INFORMATION SHOWN:
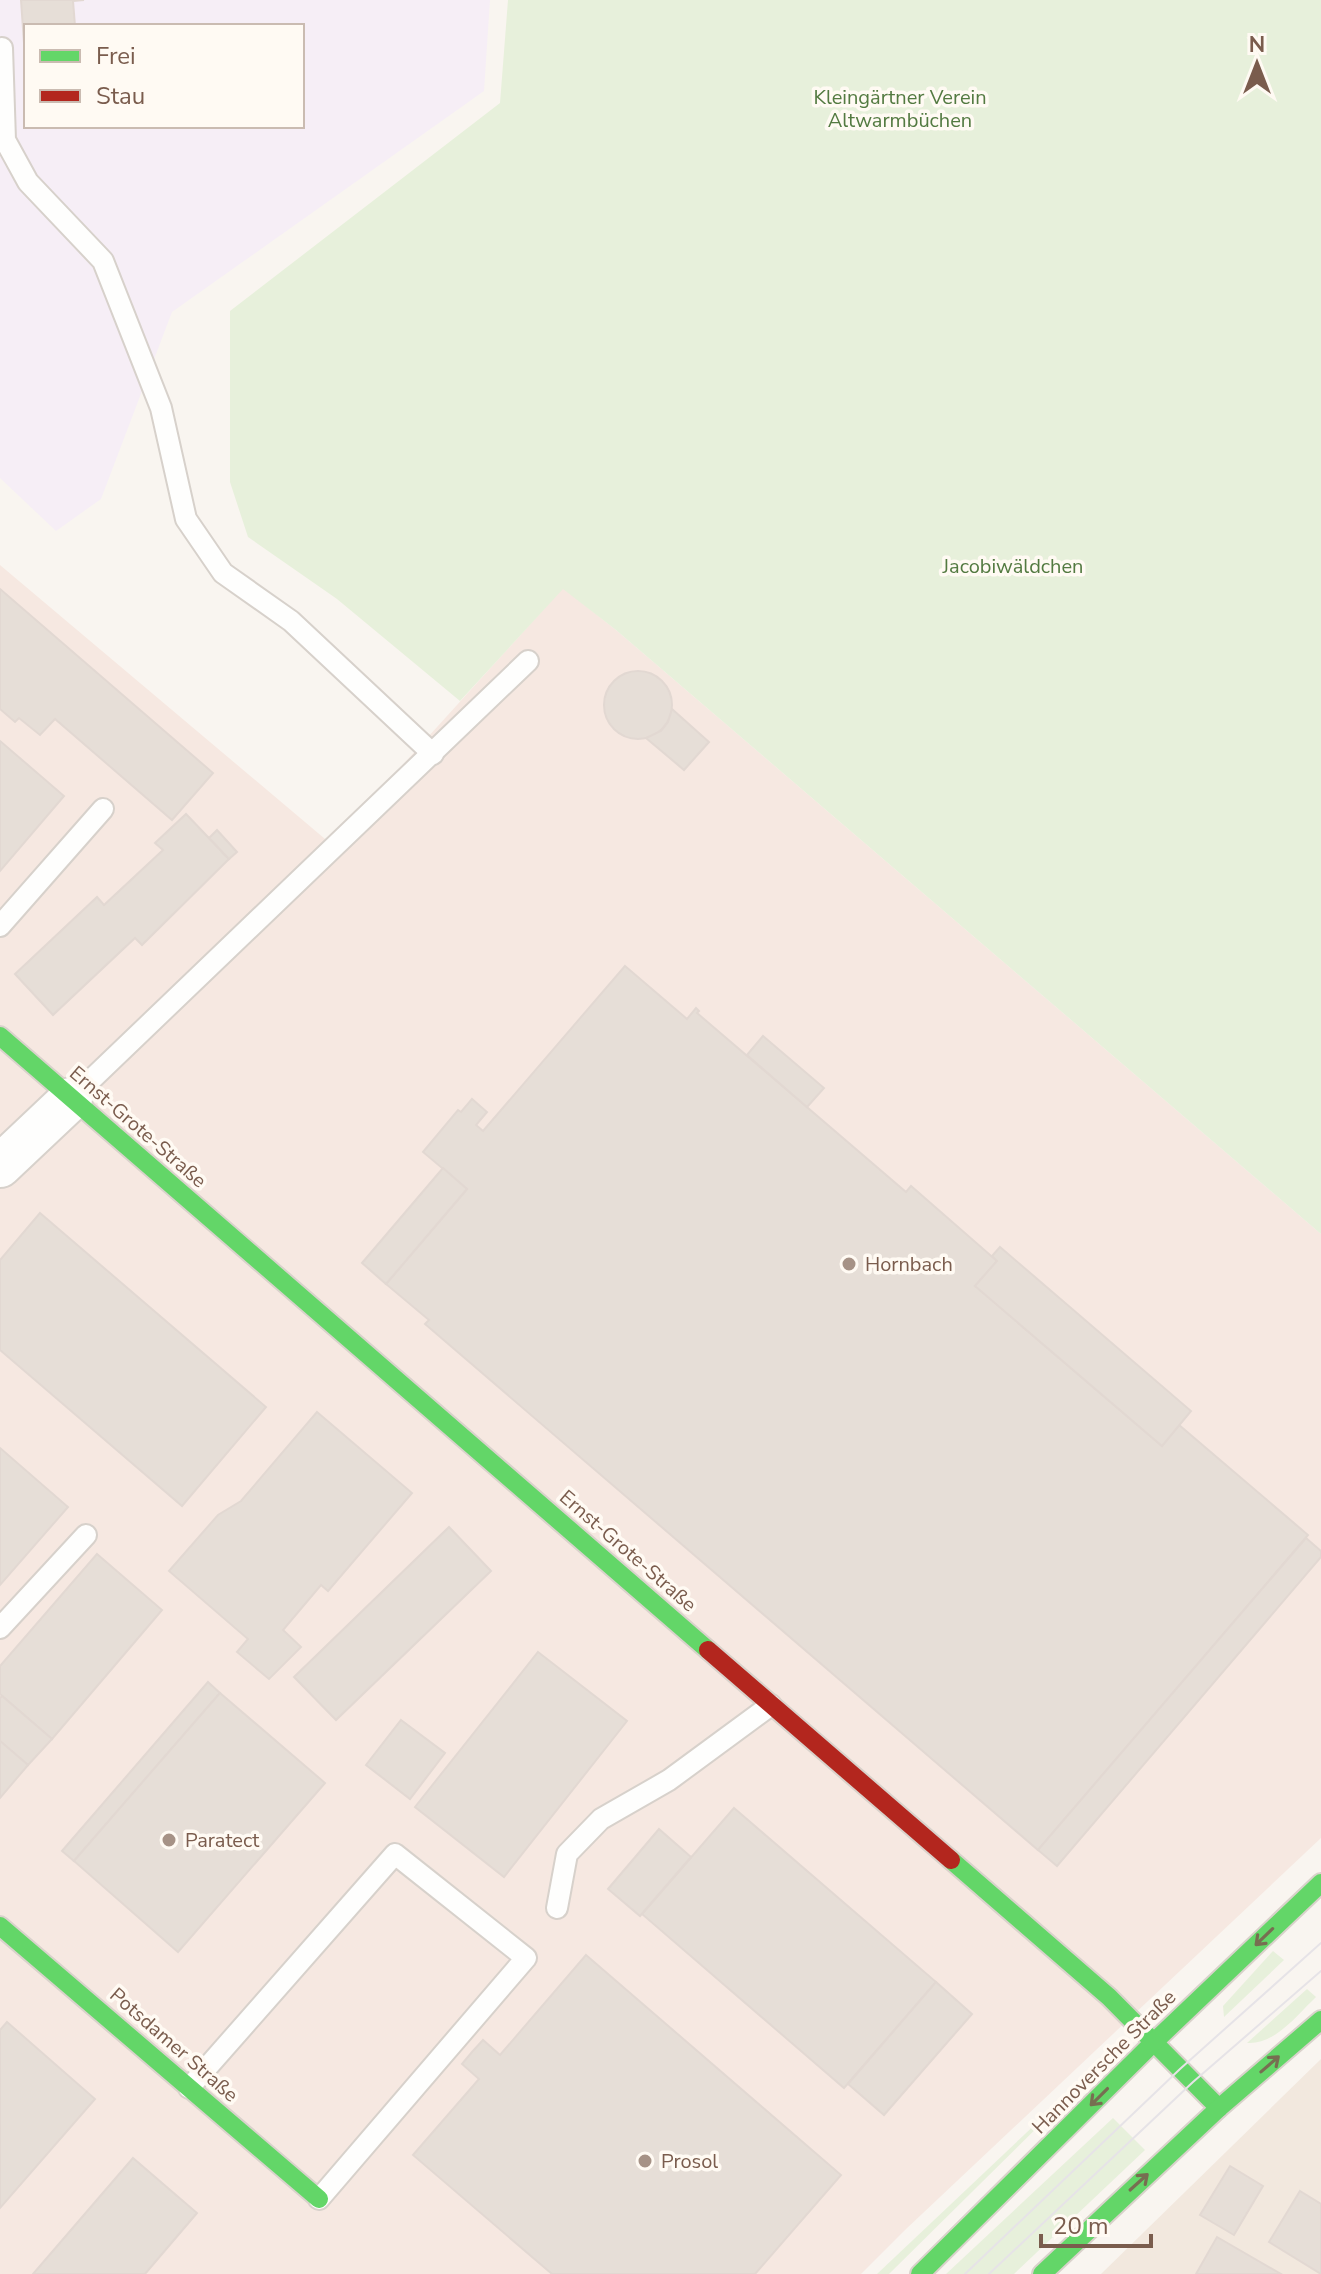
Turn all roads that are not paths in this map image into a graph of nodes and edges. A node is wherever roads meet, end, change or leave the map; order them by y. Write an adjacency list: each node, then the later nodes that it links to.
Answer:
1 (2, 48): 3 (lane)
2 (528, 661): 3 (lane)
3 (433, 754): 7 (lane)
4 (103, 809): 5 (lane)
5 (0, 926)
6 (0, 1036): 7 (street, Ernst-Grote-Straße)
7 (71, 1099): 8 (street); 11 (street, Ernst-Grote-Straße)
8 (0, 1166)
9 (86, 1535): 10 (lane)
10 (0, 1628)
11 (771, 1705): 13 (lane); 16 (street, Ernst-Grote-Straße)
12 (1321, 1883): 16 (street, Hannoversche Straße, one-way to 16)
13 (557, 1908)
14 (0, 1926): 17 (street, Potsdamer Straße)
15 (1321, 2020): 18 (street, one-way to 15)
16 (1154, 2042): 18 (street, Ernst-Grote-Straße); 20 (street, Hannoversche Straße, one-way to 20)
17 (189, 2088): 19 (street, Potsdamer Straße); 19 (lane)
18 (1219, 2108): 21 (street, one-way to 18)
19 (319, 2199)
20 (920, 2274)
21 (1042, 2274)

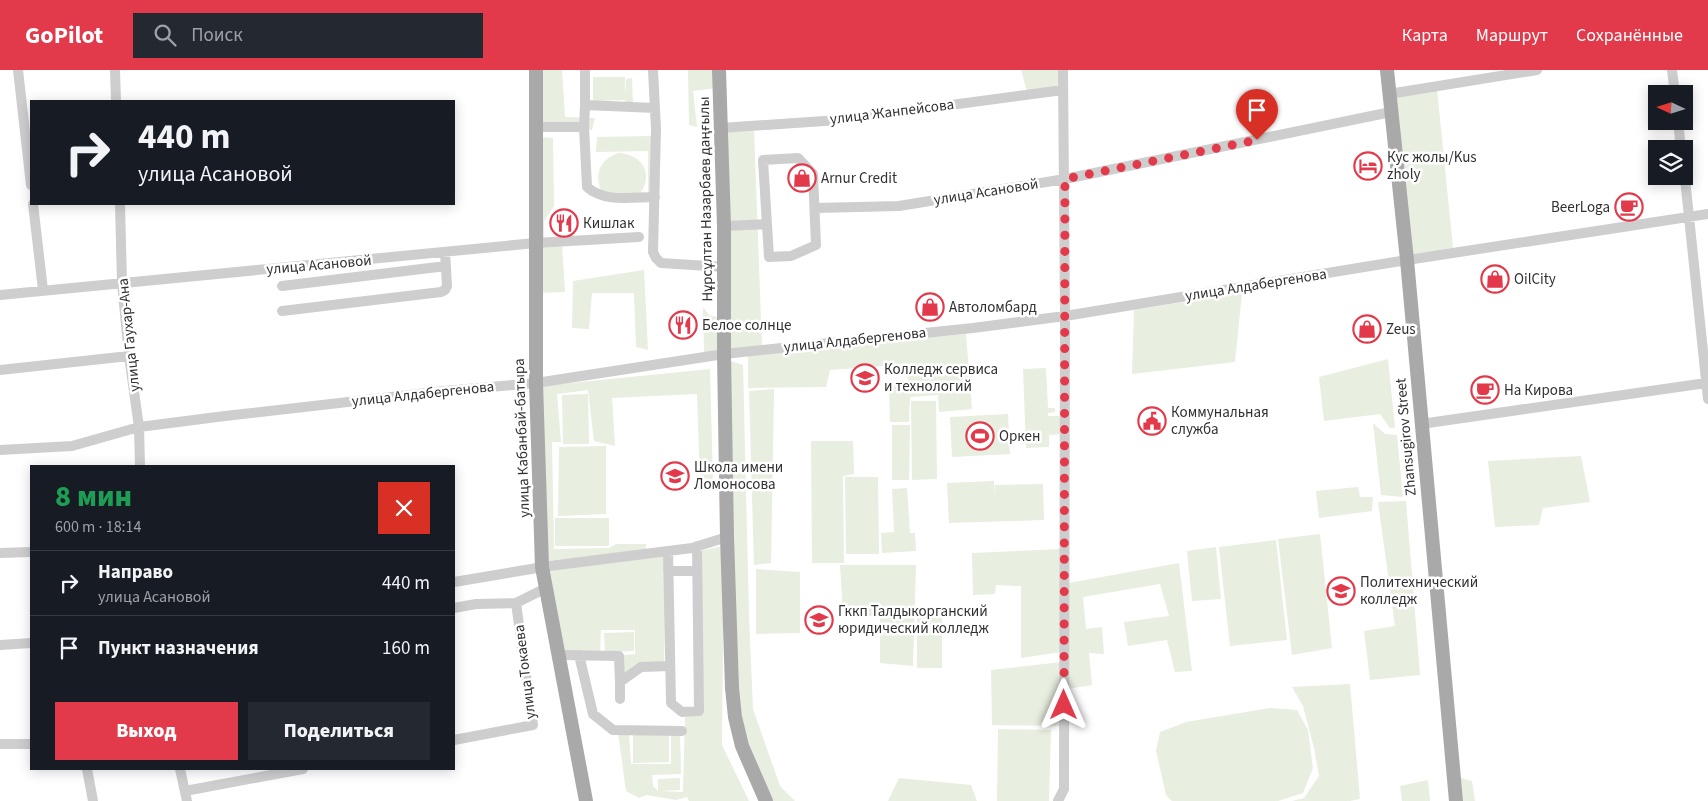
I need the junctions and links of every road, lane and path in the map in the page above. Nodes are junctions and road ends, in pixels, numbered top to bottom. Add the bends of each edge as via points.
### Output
1 (18, 70) edge
2 (115, 70) edge
3 (536, 70) edge
4 (584, 70) edge
5 (653, 70) edge
6 (719, 70) edge
7 (1063, 70) edge
8 (1387, 70) edge
9 (1537, 70) edge
10 (1672, 70) edge
11 (1674, 85) edge
12 (1063, 90) junction
13 (1389, 94) junction
14 (116, 100) edge
15 (585, 105) junction
16 (655, 108) junction
17 (1391, 112) junction
18 (536, 126) junction
19 (584, 127) junction
20 (721, 128) junction
21 (30, 176) edge
22 (1065, 179) junction
23 (1686, 185) edge
24 (655, 197) junction
25 (33, 205) edge
26 (120, 205) edge
27 (815, 208) junction
28 (1708, 214) edge
29 (1690, 218) junction
30 (767, 224) junction
31 (724, 226) junction
32 (639, 237) dead end
33 (535, 243) junction
34 (445, 252) junction
35 (1407, 260) junction
36 (446, 266) junction
37 (724, 267) junction
38 (122, 283) junction
39 (282, 286) dead end
40 (43, 290) junction
41 (0, 295) edge
42 (282, 311) dead end
43 (1065, 316) junction
44 (724, 354) junction
45 (129, 356) junction
46 (0, 370) edge
47 (536, 383) junction
48 (1706, 383) junction
49 (1708, 399) edge
50 (1421, 424) junction
51 (139, 427) junction
52 (0, 450) edge
53 (140, 465) edge
54 (727, 538) junction
55 (697, 546) junction
56 (668, 551) junction
57 (30, 552) edge
58 (0, 553) edge
59 (542, 567) junction
60 (668, 571) junction
61 (697, 571) junction
62 (455, 582) edge
63 (546, 588) junction
64 (516, 603) junction
65 (455, 608) edge
66 (30, 643) edge
67 (0, 645) edge
68 (559, 655) junction
69 (579, 655) junction
70 (670, 666) junction
71 (620, 682) junction
72 (620, 699) dead end
73 (682, 731) dead end
74 (455, 740) edge
75 (0, 744) edge
76 (30, 744) edge
77 (87, 770) edge
78 (180, 770) edge
79 (298, 770) edge
80 (186, 796) edge
81 (93, 801) edge
82 (586, 801) edge
83 (766, 801) edge
84 (1058, 801) edge
85 (1456, 801) edge

1 - 21 street
2 - 14 street
3 - 18 main road, улица Кабанбай-батыра
4 - 15 street
5 - 16 street
6 - 20 main road, Нұрсұлтан Назарбаев даңғылы
7 - 12 street
8 - 13 main road, Zhansugirov Street
9 - 13 street
10 - 11 street
12 - 20 street, улица Жанпейсова via 839,120
12 - 22 street
13 - 17 main road, Zhansugirov Street
15 - 16 street
15 - 19 street
16 - 24 street
17 - 22 street, улица Асановой
17 - 35 main road, Zhansugirov Street
18 - 19 street
18 - 33 main road, улица Кабанбай-батыра
19 - 24 street via 587,187 605,197
20 - 31 main road, Нұрсұлтан Назарбаев даңғылы
22 - 27 street, улица Асановой via 899,206
22 - 43 street
23 - 29 street
24 - 37 street via 653,252 656,258 661,262
25 - 40 street
26 - 38 street, улица Гаухар-Ана
27 - 30 street via 816,245 791,256 769,257
27 - 30 street via 813,174 798,158 764,160
28 - 29 street, улица Алдабергенова
29 - 35 street, улица Алдабергенова
29 - 48 street
30 - 31 street
31 - 37 main road, Нұрсұлтан Назарбаев даңғылы
32 - 33 street, улица Асановой
33 - 34 street, улица Асановой
33 - 47 main road, улица Кабанбай-батыра
34 - 36 street
34 - 38 street, улица Асановой
35 - 43 street, улица Алдабергенова
35 - 50 main road, Zhansugirov Street
36 - 39 street
36 - 42 street via 447,286 441,292
37 - 44 main road, Нұрсұлтан Назарбаев даңғылы
38 - 40 street, улица Асановой
38 - 45 street, улица Гаухар-Ана
40 - 41 street, улица Асановой
43 - 44 street, улица Алдабергенова
43 - 84 street via 1064,789
44 - 47 street, улица Алдабергенова
44 - 54 main road, Нұрсұлтан Назарбаев даңғылы
45 - 46 street
45 - 51 street, улица Гаухар-Ана
47 - 51 street, улица Алдабергенова
47 - 59 main road, улица Кабанбай-батыра
48 - 49 street
48 - 50 street
50 - 85 main road, Zhansugirov Street
51 - 52 street, улица Алдабергенова via 72,446
51 - 53 street, улица Гаухар-Ана
54 - 55 street
54 - 83 main road, Нұрсұлтан Назарбаев даңғылы via 729,649 736,717 742,746
55 - 56 street
55 - 61 street
56 - 59 street
56 - 60 street
57 - 58 street
59 - 62 street
59 - 63 main road, улица Кабанбай-батыра
60 - 61 street
60 - 70 street
61 - 70 street via 699,711 682,712 671,703
63 - 64 street, улица Токаева
63 - 68 main road, улица Кабанбай-батыра
64 - 65 street
64 - 74 street, улица Токаева via 533,725
66 - 67 street
68 - 69 street
68 - 82 main road, улица Кабанбай-батыра
69 - 71 street via 619,656
69 - 73 street via 593,714 613,730
70 - 71 street via 641,667
71 - 72 street
75 - 76 street
77 - 81 street
78 - 80 street
79 - 80 street

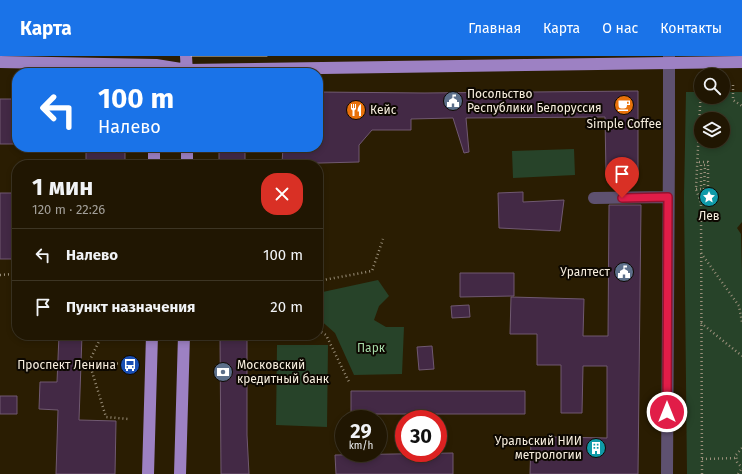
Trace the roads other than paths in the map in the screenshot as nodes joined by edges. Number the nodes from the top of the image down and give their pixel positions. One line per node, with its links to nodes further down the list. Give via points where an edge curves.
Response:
1 (186, 56): 7 (main road)
2 (669, 60): 4 (main road); 8 (main road); 9 (street)
3 (0, 62): 5 (main road)
4 (742, 62)
5 (155, 65): 6 (main road)
6 (171, 68)
7 (187, 68)
8 (318, 68)
9 (668, 197): 10 (street); 15 (street)
10 (594, 198)
11 (152, 340): 13 (main road)
12 (184, 340): 14 (main road)
13 (148, 474)
14 (180, 474)
15 (667, 474)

ASSIGNMENT:
Everything in the records except the pictures should be retyped exactly.

YOUR SOLUTION:
Turn all roads that are not paths in this map image into a graph of nodes and edges. A node is wherever roads meet, end, change or leave the map; order them by y. Write an adjacency list: each node, then the later nodes that it links to.
Answer:
1 (2, 48): 3 (lane)
2 (528, 661): 3 (lane)
3 (433, 754): 7 (lane)
4 (103, 809): 5 (lane)
5 (0, 926)
6 (0, 1036): 7 (street, Ernst-Grote-Straße)
7 (71, 1099): 8 (street); 11 (street, Ernst-Grote-Straße)
8 (0, 1166)
9 (86, 1535): 10 (lane)
10 (0, 1628)
11 (771, 1705): 13 (lane); 16 (street, Ernst-Grote-Straße)
12 (1321, 1883): 16 (street, Hannoversche Straße, one-way to 16)
13 (557, 1908)
14 (0, 1926): 17 (street, Potsdamer Straße)
15 (1321, 2020): 18 (street, one-way to 15)
16 (1154, 2042): 18 (street, Ernst-Grote-Straße); 20 (street, Hannoversche Straße, one-way to 20)
17 (189, 2088): 19 (street, Potsdamer Straße); 19 (lane)
18 (1219, 2108): 21 (street, one-way to 18)
19 (319, 2199)
20 (920, 2274)
21 (1042, 2274)

I need the junctions and links of every road, lane and path in the map in the page above. Nodes are junctions and road ends, in pixels, numbered top to bottom. Add the bends of each edge as via points.
### Output
1 (18, 70) edge
2 (115, 70) edge
3 (536, 70) edge
4 (584, 70) edge
5 (653, 70) edge
6 (719, 70) edge
7 (1063, 70) edge
8 (1387, 70) edge
9 (1537, 70) edge
10 (1672, 70) edge
11 (1674, 85) edge
12 (1063, 90) junction
13 (1389, 94) junction
14 (116, 100) edge
15 (585, 105) junction
16 (655, 108) junction
17 (1391, 112) junction
18 (536, 126) junction
19 (584, 127) junction
20 (721, 128) junction
21 (30, 176) edge
22 (1065, 179) junction
23 (1686, 185) edge
24 (655, 197) junction
25 (33, 205) edge
26 (120, 205) edge
27 (815, 208) junction
28 (1708, 214) edge
29 (1690, 218) junction
30 (767, 224) junction
31 (724, 226) junction
32 (639, 237) dead end
33 (535, 243) junction
34 (445, 252) junction
35 (1407, 260) junction
36 (446, 266) junction
37 (724, 267) junction
38 (122, 283) junction
39 (282, 286) dead end
40 (43, 290) junction
41 (0, 295) edge
42 (282, 311) dead end
43 (1065, 316) junction
44 (724, 354) junction
45 (129, 356) junction
46 (0, 370) edge
47 (536, 383) junction
48 (1706, 383) junction
49 (1708, 399) edge
50 (1421, 424) junction
51 (139, 427) junction
52 (0, 450) edge
53 (140, 465) edge
54 (727, 538) junction
55 (697, 546) junction
56 (668, 551) junction
57 (30, 552) edge
58 (0, 553) edge
59 (542, 567) junction
60 (668, 571) junction
61 (697, 571) junction
62 (455, 582) edge
63 (546, 588) junction
64 (516, 603) junction
65 (455, 608) edge
66 (30, 643) edge
67 (0, 645) edge
68 (559, 655) junction
69 (579, 655) junction
70 (670, 666) junction
71 (620, 682) junction
72 (620, 699) dead end
73 (682, 731) dead end
74 (455, 740) edge
75 (0, 744) edge
76 (30, 744) edge
77 (87, 770) edge
78 (180, 770) edge
79 (298, 770) edge
80 (186, 796) edge
81 (93, 801) edge
82 (586, 801) edge
83 (766, 801) edge
84 (1058, 801) edge
85 (1456, 801) edge

1 - 21 street
2 - 14 street
3 - 18 main road, улица Кабанбай-батыра
4 - 15 street
5 - 16 street
6 - 20 main road, Нұрсұлтан Назарбаев даңғылы
7 - 12 street
8 - 13 main road, Zhansugirov Street
9 - 13 street
10 - 11 street
12 - 20 street, улица Жанпейсова via 839,120
12 - 22 street
13 - 17 main road, Zhansugirov Street
15 - 16 street
15 - 19 street
16 - 24 street
17 - 22 street, улица Асановой
17 - 35 main road, Zhansugirov Street
18 - 19 street
18 - 33 main road, улица Кабанбай-батыра
19 - 24 street via 587,187 605,197
20 - 31 main road, Нұрсұлтан Назарбаев даңғылы
22 - 27 street, улица Асановой via 899,206
22 - 43 street
23 - 29 street
24 - 37 street via 653,252 656,258 661,262
25 - 40 street
26 - 38 street, улица Гаухар-Ана
27 - 30 street via 816,245 791,256 769,257
27 - 30 street via 813,174 798,158 764,160
28 - 29 street, улица Алдабергенова
29 - 35 street, улица Алдабергенова
29 - 48 street
30 - 31 street
31 - 37 main road, Нұрсұлтан Назарбаев даңғылы
32 - 33 street, улица Асановой
33 - 34 street, улица Асановой
33 - 47 main road, улица Кабанбай-батыра
34 - 36 street
34 - 38 street, улица Асановой
35 - 43 street, улица Алдабергенова
35 - 50 main road, Zhansugirov Street
36 - 39 street
36 - 42 street via 447,286 441,292
37 - 44 main road, Нұрсұлтан Назарбаев даңғылы
38 - 40 street, улица Асановой
38 - 45 street, улица Гаухар-Ана
40 - 41 street, улица Асановой
43 - 44 street, улица Алдабергенова
43 - 84 street via 1064,789
44 - 47 street, улица Алдабергенова
44 - 54 main road, Нұрсұлтан Назарбаев даңғылы
45 - 46 street
45 - 51 street, улица Гаухар-Ана
47 - 51 street, улица Алдабергенова
47 - 59 main road, улица Кабанбай-батыра
48 - 49 street
48 - 50 street
50 - 85 main road, Zhansugirov Street
51 - 52 street, улица Алдабергенова via 72,446
51 - 53 street, улица Гаухар-Ана
54 - 55 street
54 - 83 main road, Нұрсұлтан Назарбаев даңғылы via 729,649 736,717 742,746
55 - 56 street
55 - 61 street
56 - 59 street
56 - 60 street
57 - 58 street
59 - 62 street
59 - 63 main road, улица Кабанбай-батыра
60 - 61 street
60 - 70 street
61 - 70 street via 699,711 682,712 671,703
63 - 64 street, улица Токаева
63 - 68 main road, улица Кабанбай-батыра
64 - 65 street
64 - 74 street, улица Токаева via 533,725
66 - 67 street
68 - 69 street
68 - 82 main road, улица Кабанбай-батыра
69 - 71 street via 619,656
69 - 73 street via 593,714 613,730
70 - 71 street via 641,667
71 - 72 street
75 - 76 street
77 - 81 street
78 - 80 street
79 - 80 street

Trace the roads other than paths in the map in the screenshot as nodes joined by edges. Number the nodes from the top of the image down and give their pixel positions. One line per node, with its links to nodes further down the list. Give via points where an edge curves.
Response:
1 (186, 56): 7 (main road)
2 (669, 60): 4 (main road); 8 (main road); 9 (street)
3 (0, 62): 5 (main road)
4 (742, 62)
5 (155, 65): 6 (main road)
6 (171, 68)
7 (187, 68)
8 (318, 68)
9 (668, 197): 10 (street); 15 (street)
10 (594, 198)
11 (152, 340): 13 (main road)
12 (184, 340): 14 (main road)
13 (148, 474)
14 (180, 474)
15 (667, 474)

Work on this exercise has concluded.